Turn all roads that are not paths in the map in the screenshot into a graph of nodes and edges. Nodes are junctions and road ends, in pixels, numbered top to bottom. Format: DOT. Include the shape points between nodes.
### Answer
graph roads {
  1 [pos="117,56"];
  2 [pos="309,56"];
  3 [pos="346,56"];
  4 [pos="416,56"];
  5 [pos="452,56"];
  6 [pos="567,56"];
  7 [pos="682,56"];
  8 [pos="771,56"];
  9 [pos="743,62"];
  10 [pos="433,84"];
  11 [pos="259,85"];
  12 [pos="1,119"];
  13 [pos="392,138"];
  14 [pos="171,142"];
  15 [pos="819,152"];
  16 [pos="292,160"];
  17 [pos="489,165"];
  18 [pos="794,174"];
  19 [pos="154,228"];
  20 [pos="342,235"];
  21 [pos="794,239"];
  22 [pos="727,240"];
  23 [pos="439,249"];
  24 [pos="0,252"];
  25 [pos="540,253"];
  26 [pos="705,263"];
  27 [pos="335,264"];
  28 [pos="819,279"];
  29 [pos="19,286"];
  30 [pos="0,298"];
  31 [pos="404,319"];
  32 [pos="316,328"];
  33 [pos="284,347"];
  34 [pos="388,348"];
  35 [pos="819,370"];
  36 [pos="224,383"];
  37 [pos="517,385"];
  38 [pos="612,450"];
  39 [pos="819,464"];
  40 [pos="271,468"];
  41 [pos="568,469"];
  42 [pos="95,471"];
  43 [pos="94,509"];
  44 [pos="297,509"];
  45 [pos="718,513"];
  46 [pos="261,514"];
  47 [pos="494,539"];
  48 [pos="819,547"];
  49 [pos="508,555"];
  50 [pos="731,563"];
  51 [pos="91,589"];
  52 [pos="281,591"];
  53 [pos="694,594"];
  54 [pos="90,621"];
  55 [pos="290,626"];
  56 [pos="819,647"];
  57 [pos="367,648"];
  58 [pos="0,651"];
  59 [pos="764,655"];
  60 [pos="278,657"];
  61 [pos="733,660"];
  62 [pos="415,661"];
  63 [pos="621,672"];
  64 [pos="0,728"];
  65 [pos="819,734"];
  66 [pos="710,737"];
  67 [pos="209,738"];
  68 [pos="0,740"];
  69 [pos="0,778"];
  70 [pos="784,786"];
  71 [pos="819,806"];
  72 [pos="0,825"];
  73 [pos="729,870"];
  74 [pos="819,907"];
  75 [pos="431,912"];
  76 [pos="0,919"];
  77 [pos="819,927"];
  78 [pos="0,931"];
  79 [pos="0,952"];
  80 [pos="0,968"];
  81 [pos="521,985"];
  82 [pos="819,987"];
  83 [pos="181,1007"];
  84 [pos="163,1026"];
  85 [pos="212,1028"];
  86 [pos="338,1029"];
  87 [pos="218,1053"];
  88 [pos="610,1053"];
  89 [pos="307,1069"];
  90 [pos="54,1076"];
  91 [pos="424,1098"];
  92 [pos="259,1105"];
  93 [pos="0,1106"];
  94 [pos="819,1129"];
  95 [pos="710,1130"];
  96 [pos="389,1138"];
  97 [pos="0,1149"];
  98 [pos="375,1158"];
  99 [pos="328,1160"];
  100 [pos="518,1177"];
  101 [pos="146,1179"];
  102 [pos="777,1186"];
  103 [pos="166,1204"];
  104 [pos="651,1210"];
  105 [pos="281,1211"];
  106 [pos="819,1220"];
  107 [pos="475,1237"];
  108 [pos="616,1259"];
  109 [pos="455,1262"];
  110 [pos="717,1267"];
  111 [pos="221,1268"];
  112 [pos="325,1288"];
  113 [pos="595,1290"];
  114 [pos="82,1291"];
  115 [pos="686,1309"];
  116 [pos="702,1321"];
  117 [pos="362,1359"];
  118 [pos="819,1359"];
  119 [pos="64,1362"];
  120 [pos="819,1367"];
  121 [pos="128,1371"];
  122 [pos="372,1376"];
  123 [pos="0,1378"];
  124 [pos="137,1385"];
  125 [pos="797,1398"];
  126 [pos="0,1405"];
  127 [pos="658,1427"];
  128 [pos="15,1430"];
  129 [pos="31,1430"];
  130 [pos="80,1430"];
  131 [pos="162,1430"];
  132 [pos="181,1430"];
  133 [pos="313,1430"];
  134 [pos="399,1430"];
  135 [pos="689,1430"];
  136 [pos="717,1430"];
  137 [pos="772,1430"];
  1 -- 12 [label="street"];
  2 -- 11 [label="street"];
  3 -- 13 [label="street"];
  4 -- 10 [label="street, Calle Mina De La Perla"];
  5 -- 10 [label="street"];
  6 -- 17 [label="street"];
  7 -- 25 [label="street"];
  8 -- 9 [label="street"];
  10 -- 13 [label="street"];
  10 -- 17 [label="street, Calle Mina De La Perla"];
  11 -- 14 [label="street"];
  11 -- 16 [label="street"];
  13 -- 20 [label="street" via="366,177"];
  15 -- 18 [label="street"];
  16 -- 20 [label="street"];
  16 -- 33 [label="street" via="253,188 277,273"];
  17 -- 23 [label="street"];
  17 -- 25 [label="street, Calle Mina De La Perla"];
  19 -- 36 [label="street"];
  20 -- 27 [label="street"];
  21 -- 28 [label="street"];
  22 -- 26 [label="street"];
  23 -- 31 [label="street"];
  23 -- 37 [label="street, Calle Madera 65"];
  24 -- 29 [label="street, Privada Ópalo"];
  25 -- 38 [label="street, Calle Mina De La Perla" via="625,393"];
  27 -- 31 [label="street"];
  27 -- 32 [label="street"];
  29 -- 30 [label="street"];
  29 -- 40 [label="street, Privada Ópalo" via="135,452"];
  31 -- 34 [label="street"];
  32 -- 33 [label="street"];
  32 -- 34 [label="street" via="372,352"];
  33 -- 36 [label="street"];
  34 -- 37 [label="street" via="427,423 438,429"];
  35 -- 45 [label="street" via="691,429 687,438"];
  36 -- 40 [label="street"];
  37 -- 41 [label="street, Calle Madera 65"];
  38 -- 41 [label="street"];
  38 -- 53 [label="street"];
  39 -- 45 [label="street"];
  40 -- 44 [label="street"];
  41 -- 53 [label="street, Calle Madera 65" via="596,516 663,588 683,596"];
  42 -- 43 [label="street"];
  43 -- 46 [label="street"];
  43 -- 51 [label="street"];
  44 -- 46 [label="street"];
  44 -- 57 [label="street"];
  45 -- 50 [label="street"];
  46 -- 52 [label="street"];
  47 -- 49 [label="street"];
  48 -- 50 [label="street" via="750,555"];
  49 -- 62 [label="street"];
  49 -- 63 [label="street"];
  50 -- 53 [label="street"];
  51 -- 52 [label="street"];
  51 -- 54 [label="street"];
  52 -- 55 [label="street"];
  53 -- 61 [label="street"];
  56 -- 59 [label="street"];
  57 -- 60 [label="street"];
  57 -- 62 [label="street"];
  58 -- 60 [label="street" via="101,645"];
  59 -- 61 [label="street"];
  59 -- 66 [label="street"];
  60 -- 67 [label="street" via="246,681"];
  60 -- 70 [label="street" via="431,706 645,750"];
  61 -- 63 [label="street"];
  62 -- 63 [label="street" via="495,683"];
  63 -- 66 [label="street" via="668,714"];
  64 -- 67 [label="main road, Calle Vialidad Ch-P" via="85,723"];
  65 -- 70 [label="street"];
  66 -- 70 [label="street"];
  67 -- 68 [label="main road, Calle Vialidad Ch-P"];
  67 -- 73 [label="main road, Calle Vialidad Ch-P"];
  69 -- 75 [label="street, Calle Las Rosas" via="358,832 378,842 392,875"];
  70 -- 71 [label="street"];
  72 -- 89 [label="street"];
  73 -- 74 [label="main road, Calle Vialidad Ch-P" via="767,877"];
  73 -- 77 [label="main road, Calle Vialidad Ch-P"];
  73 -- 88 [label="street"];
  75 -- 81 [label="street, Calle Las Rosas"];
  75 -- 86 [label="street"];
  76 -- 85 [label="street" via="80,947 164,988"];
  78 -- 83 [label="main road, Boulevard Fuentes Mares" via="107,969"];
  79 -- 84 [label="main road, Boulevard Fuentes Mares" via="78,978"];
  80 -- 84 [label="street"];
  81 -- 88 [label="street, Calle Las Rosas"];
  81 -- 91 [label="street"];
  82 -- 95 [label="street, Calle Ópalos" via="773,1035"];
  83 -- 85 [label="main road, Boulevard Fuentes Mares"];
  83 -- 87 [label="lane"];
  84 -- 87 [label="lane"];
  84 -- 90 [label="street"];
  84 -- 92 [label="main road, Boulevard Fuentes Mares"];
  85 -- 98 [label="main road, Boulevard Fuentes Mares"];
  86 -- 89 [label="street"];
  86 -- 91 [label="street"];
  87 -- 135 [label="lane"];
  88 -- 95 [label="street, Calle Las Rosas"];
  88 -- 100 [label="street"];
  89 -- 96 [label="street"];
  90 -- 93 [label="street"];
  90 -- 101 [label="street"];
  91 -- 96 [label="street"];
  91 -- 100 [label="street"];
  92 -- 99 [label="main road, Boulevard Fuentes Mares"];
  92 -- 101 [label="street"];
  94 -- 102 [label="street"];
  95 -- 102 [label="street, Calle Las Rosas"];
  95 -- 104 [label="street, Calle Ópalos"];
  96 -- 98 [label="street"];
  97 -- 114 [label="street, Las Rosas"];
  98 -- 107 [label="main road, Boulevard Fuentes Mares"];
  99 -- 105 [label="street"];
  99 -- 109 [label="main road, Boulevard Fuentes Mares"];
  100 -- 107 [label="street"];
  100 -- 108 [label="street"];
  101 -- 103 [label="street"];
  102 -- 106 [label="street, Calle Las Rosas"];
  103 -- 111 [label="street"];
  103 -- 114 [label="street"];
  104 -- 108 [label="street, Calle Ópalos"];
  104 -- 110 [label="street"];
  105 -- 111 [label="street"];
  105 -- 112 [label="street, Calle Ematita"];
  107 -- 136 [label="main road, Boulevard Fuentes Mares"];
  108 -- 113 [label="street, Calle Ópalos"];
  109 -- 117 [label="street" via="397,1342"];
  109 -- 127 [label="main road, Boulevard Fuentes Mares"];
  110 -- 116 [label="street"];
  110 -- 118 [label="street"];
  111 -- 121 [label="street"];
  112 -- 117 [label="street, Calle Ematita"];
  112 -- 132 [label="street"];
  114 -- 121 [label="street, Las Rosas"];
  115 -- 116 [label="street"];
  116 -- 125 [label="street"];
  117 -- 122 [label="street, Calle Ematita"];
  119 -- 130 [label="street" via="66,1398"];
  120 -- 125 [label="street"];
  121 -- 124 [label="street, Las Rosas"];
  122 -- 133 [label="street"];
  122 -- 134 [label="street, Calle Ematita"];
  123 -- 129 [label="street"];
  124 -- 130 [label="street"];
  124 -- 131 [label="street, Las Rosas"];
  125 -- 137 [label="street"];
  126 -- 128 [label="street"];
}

■ ■ ■

Your goal -> Going through the material, how many lines contain the word "Perla"? Please give only the number.

Answer section -> 4